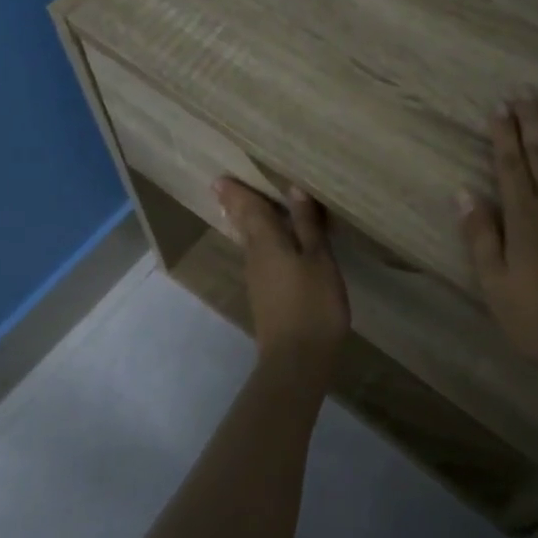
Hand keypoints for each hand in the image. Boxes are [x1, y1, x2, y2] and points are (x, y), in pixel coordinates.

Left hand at [214, 178, 348, 371]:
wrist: (297, 359)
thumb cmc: (313, 303)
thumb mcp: (318, 259)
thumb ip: (307, 225)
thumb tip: (293, 188)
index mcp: (267, 242)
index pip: (250, 209)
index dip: (237, 193)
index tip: (220, 178)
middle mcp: (255, 257)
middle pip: (244, 225)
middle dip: (236, 206)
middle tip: (223, 189)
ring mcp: (258, 280)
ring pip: (250, 243)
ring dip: (246, 224)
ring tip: (245, 209)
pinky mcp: (265, 297)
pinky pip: (259, 258)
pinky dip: (260, 244)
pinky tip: (270, 246)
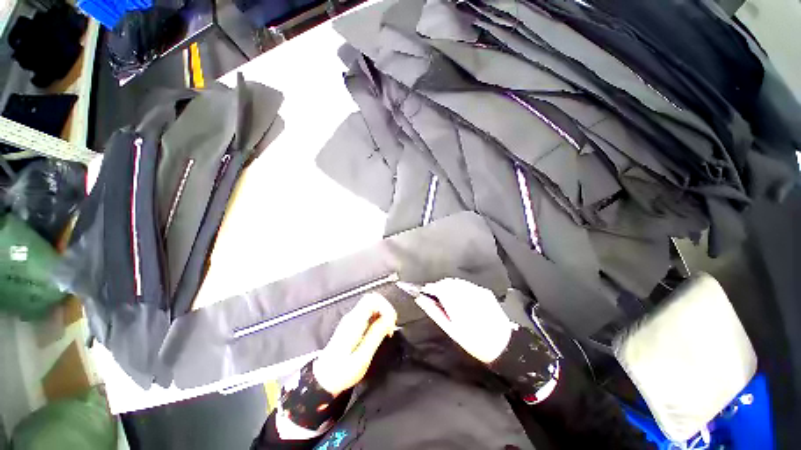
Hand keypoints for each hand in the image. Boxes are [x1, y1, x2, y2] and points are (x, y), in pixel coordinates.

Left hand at [313, 293, 397, 395]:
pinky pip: (368, 314)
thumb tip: (389, 319)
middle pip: (372, 300)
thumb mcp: (361, 358)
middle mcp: (352, 317)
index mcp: (354, 322)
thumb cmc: (341, 373)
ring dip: (383, 315)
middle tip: (391, 327)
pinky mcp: (352, 326)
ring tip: (387, 331)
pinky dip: (378, 319)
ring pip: (371, 306)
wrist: (322, 381)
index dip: (385, 306)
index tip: (391, 323)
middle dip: (386, 310)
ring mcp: (351, 320)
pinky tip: (380, 333)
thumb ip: (375, 335)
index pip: (371, 299)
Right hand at [415, 278, 513, 363]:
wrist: (504, 345)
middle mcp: (467, 292)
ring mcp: (477, 290)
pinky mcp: (484, 291)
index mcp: (456, 303)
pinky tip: (461, 300)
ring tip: (448, 300)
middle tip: (435, 298)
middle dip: (439, 287)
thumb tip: (421, 299)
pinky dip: (460, 288)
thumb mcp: (451, 330)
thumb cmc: (474, 342)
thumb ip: (435, 312)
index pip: (438, 287)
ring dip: (449, 287)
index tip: (424, 292)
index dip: (429, 288)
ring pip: (456, 282)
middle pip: (447, 282)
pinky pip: (466, 285)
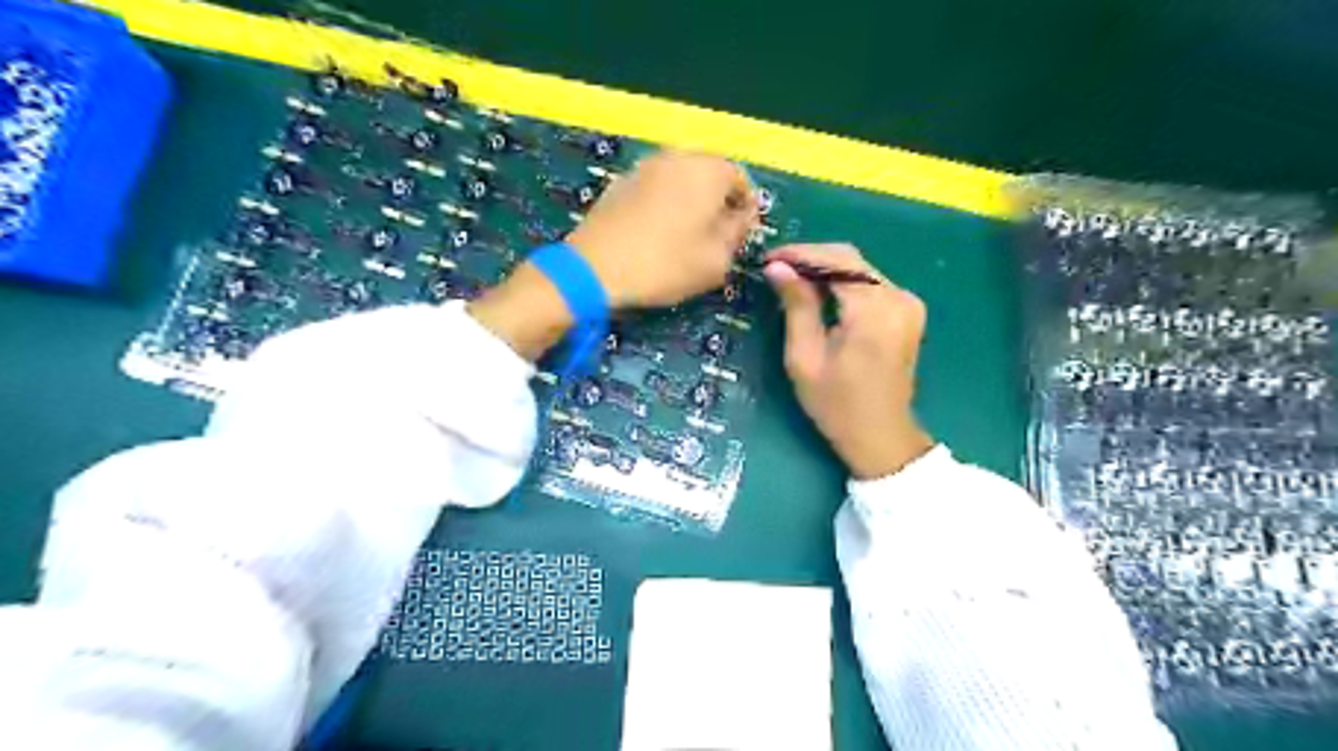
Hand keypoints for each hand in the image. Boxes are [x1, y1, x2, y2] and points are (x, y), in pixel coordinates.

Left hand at [473, 150, 755, 361]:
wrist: (594, 268)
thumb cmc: (665, 264)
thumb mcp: (717, 259)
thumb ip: (739, 232)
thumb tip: (743, 216)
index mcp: (708, 170)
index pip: (742, 180)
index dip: (745, 210)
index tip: (740, 237)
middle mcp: (677, 157)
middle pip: (710, 176)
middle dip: (717, 204)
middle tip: (714, 239)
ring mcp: (644, 167)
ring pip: (680, 181)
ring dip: (689, 204)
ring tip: (684, 238)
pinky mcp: (620, 182)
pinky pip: (654, 190)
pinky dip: (662, 206)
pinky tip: (655, 235)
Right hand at [762, 246, 931, 481]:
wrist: (880, 436)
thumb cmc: (836, 405)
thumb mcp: (805, 358)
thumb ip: (796, 307)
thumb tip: (777, 267)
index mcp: (874, 311)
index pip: (836, 261)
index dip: (800, 254)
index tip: (768, 258)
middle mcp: (898, 298)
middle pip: (851, 259)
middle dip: (811, 258)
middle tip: (776, 268)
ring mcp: (908, 304)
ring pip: (861, 269)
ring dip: (826, 269)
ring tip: (791, 278)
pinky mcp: (908, 312)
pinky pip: (871, 284)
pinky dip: (843, 282)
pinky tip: (818, 291)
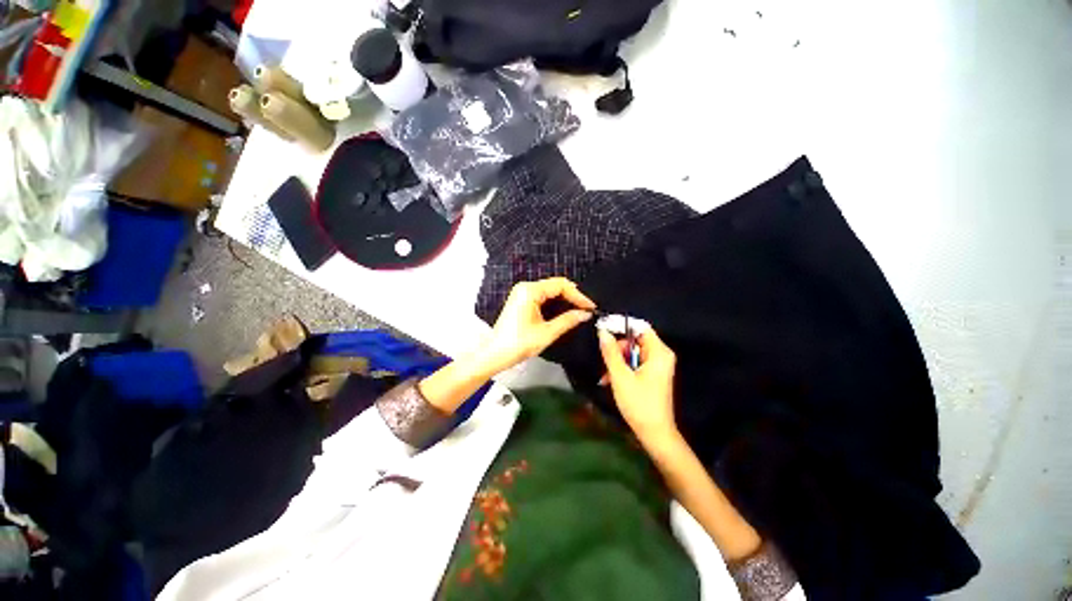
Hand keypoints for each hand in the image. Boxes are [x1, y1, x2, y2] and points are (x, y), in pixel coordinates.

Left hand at [478, 278, 595, 373]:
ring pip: (549, 290)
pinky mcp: (521, 300)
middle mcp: (525, 287)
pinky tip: (564, 310)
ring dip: (564, 298)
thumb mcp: (547, 332)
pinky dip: (555, 302)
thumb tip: (585, 314)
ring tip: (578, 309)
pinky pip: (542, 296)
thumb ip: (568, 320)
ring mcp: (522, 293)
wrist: (496, 354)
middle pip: (555, 285)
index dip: (578, 295)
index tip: (590, 306)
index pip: (560, 286)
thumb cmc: (518, 343)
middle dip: (572, 296)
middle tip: (586, 308)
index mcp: (530, 291)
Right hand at [598, 327, 677, 441]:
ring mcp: (657, 365)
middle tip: (605, 361)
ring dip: (617, 361)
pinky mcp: (653, 374)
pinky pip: (635, 362)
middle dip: (617, 349)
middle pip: (635, 340)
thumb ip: (611, 352)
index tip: (603, 328)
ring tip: (606, 375)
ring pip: (632, 352)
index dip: (621, 325)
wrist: (655, 434)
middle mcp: (661, 355)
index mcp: (658, 352)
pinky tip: (611, 380)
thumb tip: (603, 331)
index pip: (640, 327)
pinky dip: (623, 368)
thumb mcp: (620, 376)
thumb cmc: (639, 403)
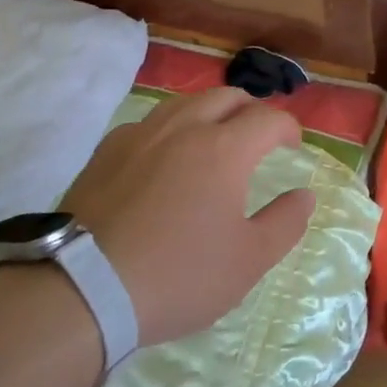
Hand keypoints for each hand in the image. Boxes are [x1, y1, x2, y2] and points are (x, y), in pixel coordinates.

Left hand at [59, 87, 311, 346]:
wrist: (82, 290)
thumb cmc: (177, 276)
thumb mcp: (247, 262)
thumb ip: (285, 223)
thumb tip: (305, 195)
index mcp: (225, 149)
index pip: (268, 118)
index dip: (287, 127)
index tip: (293, 146)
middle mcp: (185, 127)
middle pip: (227, 96)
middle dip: (251, 110)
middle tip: (258, 136)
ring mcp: (141, 134)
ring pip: (185, 103)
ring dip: (210, 112)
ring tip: (213, 139)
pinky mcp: (106, 151)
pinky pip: (149, 123)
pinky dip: (170, 130)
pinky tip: (163, 157)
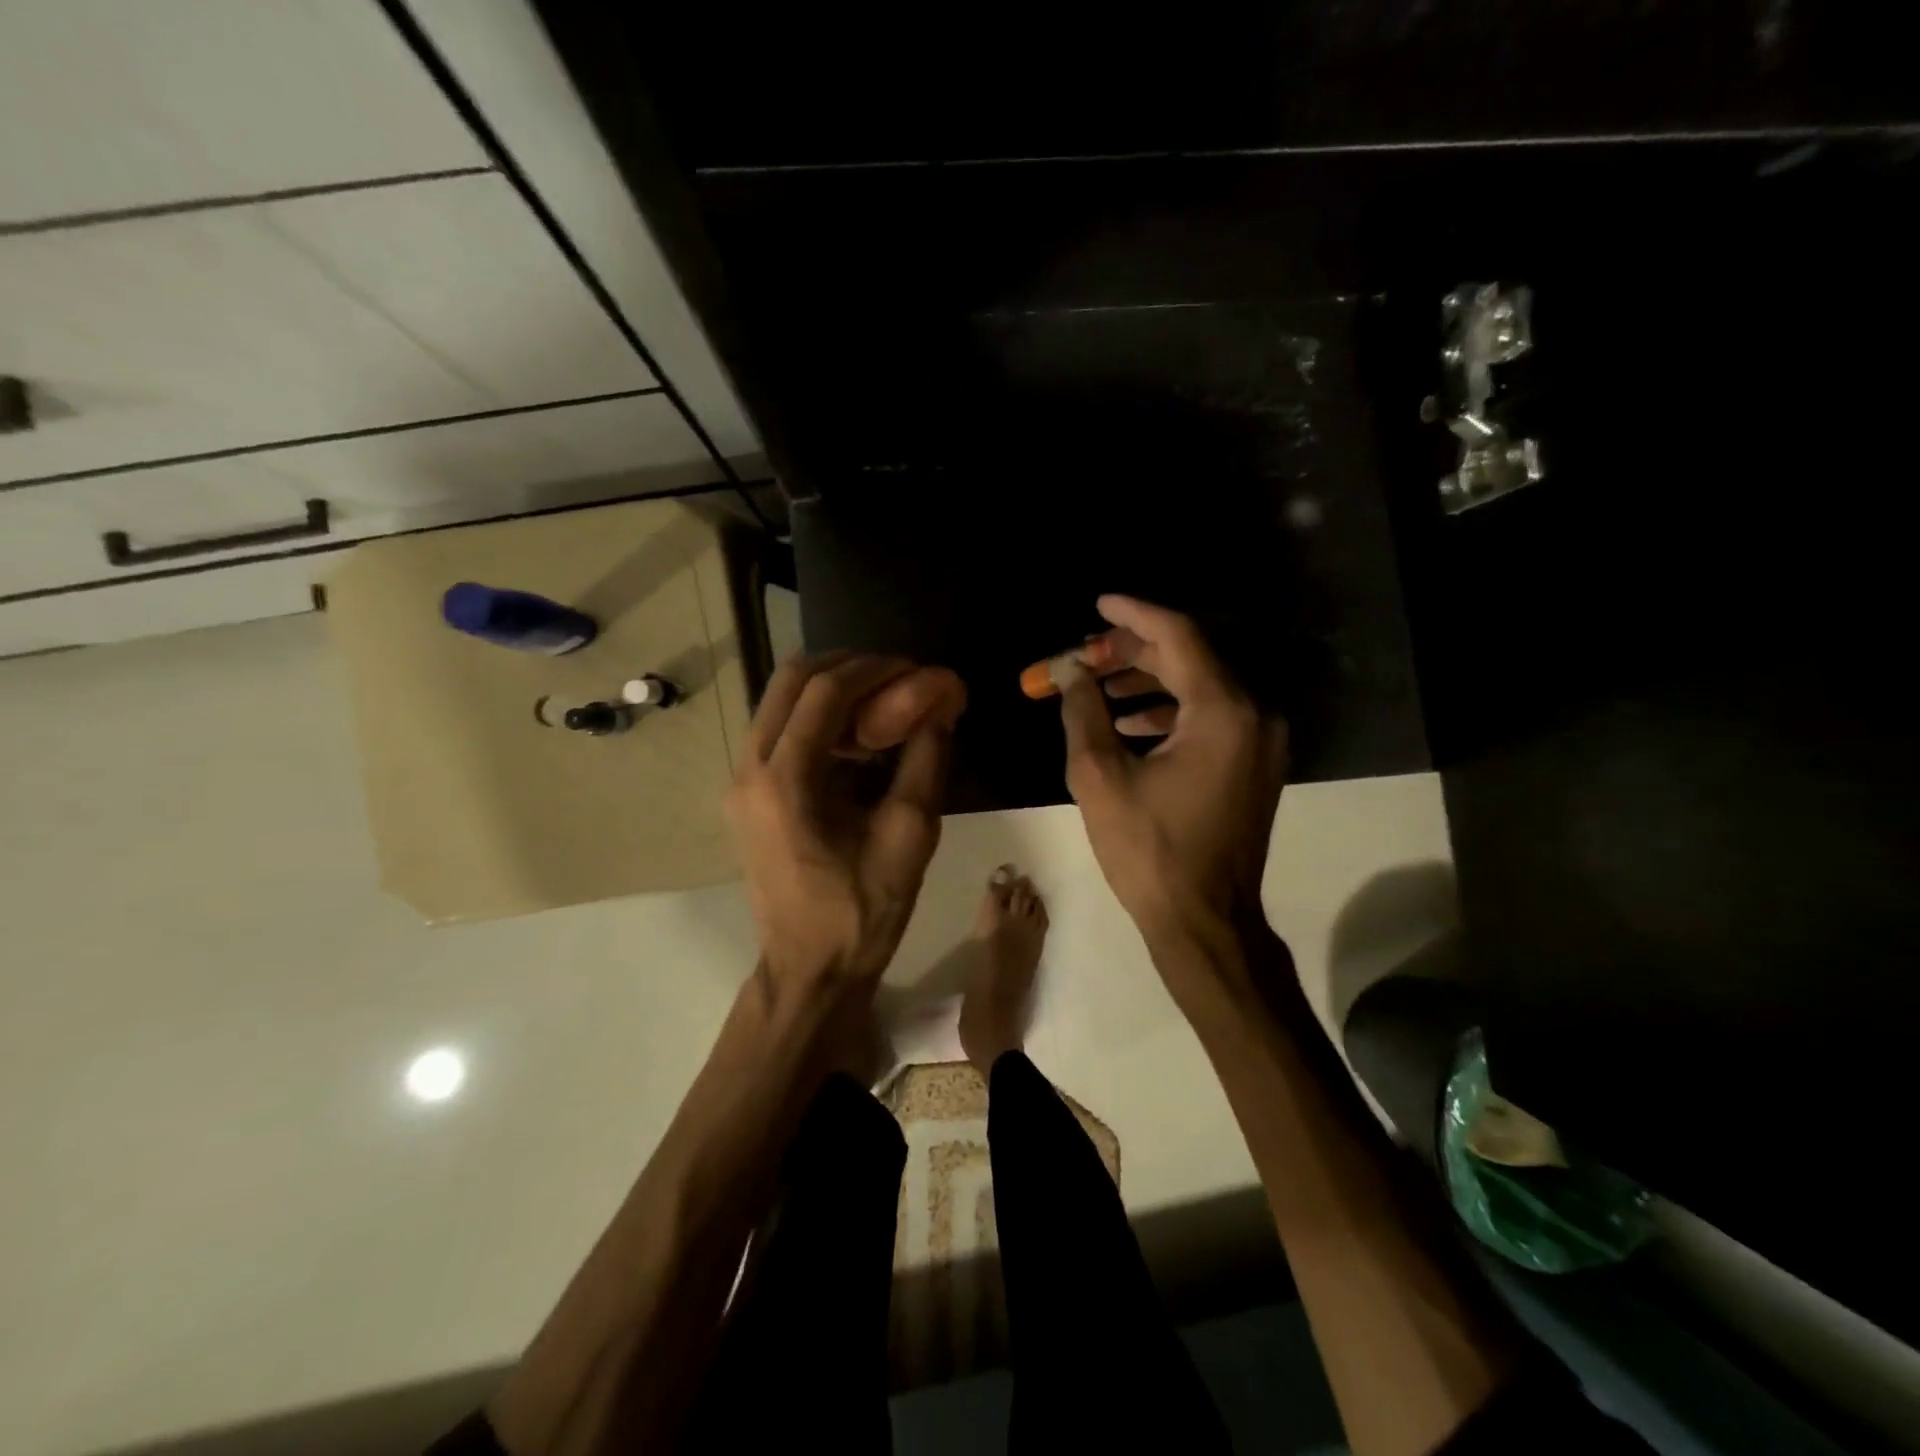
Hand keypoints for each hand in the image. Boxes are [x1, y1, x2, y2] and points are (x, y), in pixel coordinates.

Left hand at [728, 653, 965, 989]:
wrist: (809, 971)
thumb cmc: (861, 913)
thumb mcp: (909, 834)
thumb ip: (926, 759)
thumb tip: (943, 701)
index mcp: (784, 780)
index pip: (826, 690)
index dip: (877, 670)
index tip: (918, 671)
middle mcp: (750, 769)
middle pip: (791, 680)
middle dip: (849, 667)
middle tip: (898, 677)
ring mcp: (741, 781)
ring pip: (780, 701)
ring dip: (832, 690)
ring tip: (884, 703)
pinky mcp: (746, 795)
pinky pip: (779, 730)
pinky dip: (818, 718)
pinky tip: (858, 738)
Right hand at [1059, 595, 1287, 950]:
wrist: (1205, 922)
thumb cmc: (1148, 851)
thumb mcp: (1099, 776)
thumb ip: (1083, 711)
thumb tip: (1071, 670)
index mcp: (1222, 711)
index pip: (1178, 637)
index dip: (1133, 616)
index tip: (1097, 604)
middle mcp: (1253, 715)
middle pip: (1191, 659)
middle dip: (1134, 652)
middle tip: (1086, 654)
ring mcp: (1260, 742)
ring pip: (1201, 688)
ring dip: (1149, 681)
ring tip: (1098, 685)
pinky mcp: (1254, 765)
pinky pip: (1210, 718)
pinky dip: (1169, 712)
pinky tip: (1128, 722)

______

### WORK TO COMPLETE
Among the entries above, copy exactly the stretch from the line holding "wrist: (655, 434)" through the line holding "pinky pip: (149, 123)", leaving out any pictures.

### RESPONSE
wrist: (655, 434)
middle mcp: (661, 355)
index mcp: (658, 352)
pinky tip: (611, 380)
thumb tip: (603, 331)
index pip: (640, 327)
pinky dip: (623, 368)
thumb mcp: (620, 376)
thumb cmc: (639, 403)
Hand keypoints for each hand in the image. Boxes are [x1, y1, x2, y2] and points are (x, y), in pixel coordinates.

Left hand at [59, 87, 311, 346]:
wrist: (82, 290)
thumb cmc: (177, 276)
thumb mcp: (247, 262)
thumb ip: (285, 223)
thumb tip: (305, 195)
index mcp: (225, 149)
index pip: (268, 118)
index dip: (287, 127)
index tip: (293, 146)
middle mcp: (185, 127)
middle pip: (227, 96)
middle dip: (251, 110)
middle tip: (258, 136)
ring mcp: (141, 134)
ring pip: (185, 103)
ring dip: (210, 112)
ring tip: (213, 139)
pinky mcp: (106, 151)
pinky pip: (149, 123)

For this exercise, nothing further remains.